Collected data
++++
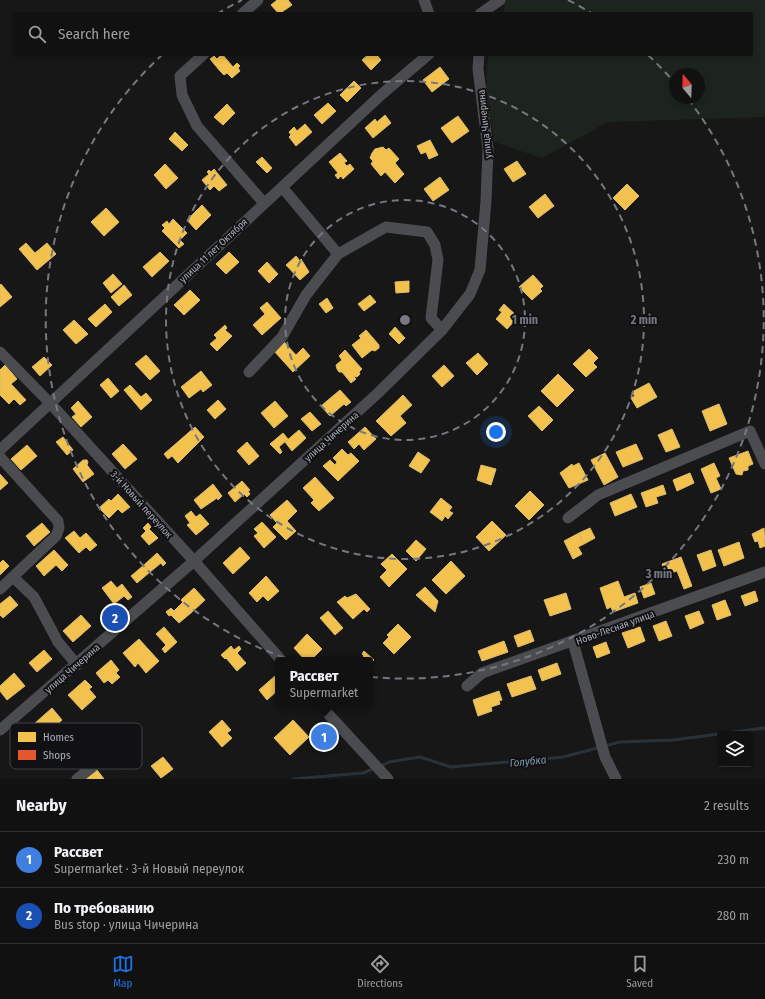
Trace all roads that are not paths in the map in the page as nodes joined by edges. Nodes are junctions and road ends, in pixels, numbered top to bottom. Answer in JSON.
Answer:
{"nodes":[{"id":1,"x":258,"y":0,"type":"edge"},
{"id":2,"x":424,"y":0,"type":"edge"},
{"id":3,"x":493,"y":4,"type":"edge"},
{"id":4,"x":244,"y":12,"type":"edge"},
{"id":5,"x":428,"y":12,"type":"edge"},
{"id":6,"x":483,"y":12,"type":"edge"},
{"id":7,"x":202,"y":56,"type":"edge"},
{"id":8,"x":427,"y":56,"type":"edge"},
{"id":9,"x":478,"y":56,"type":"edge"},
{"id":10,"x":282,"y":187,"type":"junction"},
{"id":11,"x":264,"y":203,"type":"junction"},
{"id":12,"x":338,"y":254,"type":"junction"},
{"id":13,"x":442,"y":330,"type":"junction"},
{"id":14,"x":0,"y":352,"type":"edge"},
{"id":15,"x":249,"y":372,"type":"dead end"},
{"id":16,"x":50,"y":403,"type":"junction"},
{"id":17,"x":0,"y":450,"type":"edge"},
{"id":18,"x":0,"y":458,"type":"edge"},
{"id":19,"x":765,"y":464,"type":"edge"},
{"id":20,"x":568,"y":518,"type":"dead end"},
{"id":21,"x":194,"y":561,"type":"junction"},
{"id":22,"x":765,"y":572,"type":"edge"},
{"id":23,"x":14,"y":577,"type":"junction"},
{"id":24,"x":0,"y":589,"type":"edge"},
{"id":25,"x":573,"y":642,"type":"junction"},
{"id":26,"x":278,"y":657,"type":"edge"},
{"id":27,"x":76,"y":664,"type":"junction"},
{"id":28,"x":467,"y":686,"type":"dead end"},
{"id":29,"x":323,"y":709,"type":"edge"},
{"id":30,"x":0,"y":730,"type":"edge"},
{"id":31,"x":90,"y":769,"type":"edge"},
{"id":32,"x":384,"y":776,"type":"edge"},
{"id":33,"x":77,"y":779,"type":"edge"},
{"id":34,"x":616,"y":779,"type":"edge"}],
"edges":[{"from":1,"to":4,"type":"street"},
{"from":2,"to":5,"type":"street"},
{"from":3,"to":6,"type":"street"},
{"from":7,"to":11,"type":"street"},
{"from":8,"to":10,"type":"street","name":"улица 11 лет Октября"},
{"from":9,"to":13,"type":"street","name":"улица Чичерина"},
{"from":10,"to":11,"type":"street","name":"улица 11 лет Октября"},
{"from":10,"to":12,"type":"street"},
{"from":11,"to":16,"type":"street","name":"улица 11 лет Октября"},
{"from":12,"to":13,"type":"street"},
{"from":12,"to":15,"type":"street"},
{"from":13,"to":21,"type":"street","name":"улица Чичерина"},
{"from":14,"to":16,"type":"street","name":"3-й Новый переулок"},
{"from":16,"to":17,"type":"street","name":"улица 11 лет Октября"},
{"from":16,"to":21,"type":"street","name":"3-й Новый переулок"},
{"from":18,"to":23,"type":"street"},
{"from":19,"to":20,"type":"street"},
{"from":21,"to":26,"type":"street","name":"3-й Новый переулок"},
{"from":21,"to":27,"type":"street","name":"улица Чичерина"},
{"from":22,"to":25,"type":"street","name":"Ново-Лесная улица"},
{"from":23,"to":24,"type":"street"},
{"from":23,"to":27,"type":"street"},
{"from":25,"to":28,"type":"street","name":"Ново-Лесная улица"},
{"from":25,"to":34,"type":"street"},
{"from":27,"to":30,"type":"street","name":"улица Чичерина"},
{"from":29,"to":32,"type":"street"},
{"from":31,"to":33,"type":"street"}]}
++++
What you should do
Return every line from the records above that holds the word "Октября".

Task result
{"from":8,"to":10,"type":"street","name":"улица 11 лет Октября"},
{"from":10,"to":11,"type":"street","name":"улица 11 лет Октября"},
{"from":11,"to":16,"type":"street","name":"улица 11 лет Октября"},
{"from":16,"to":17,"type":"street","name":"улица 11 лет Октября"},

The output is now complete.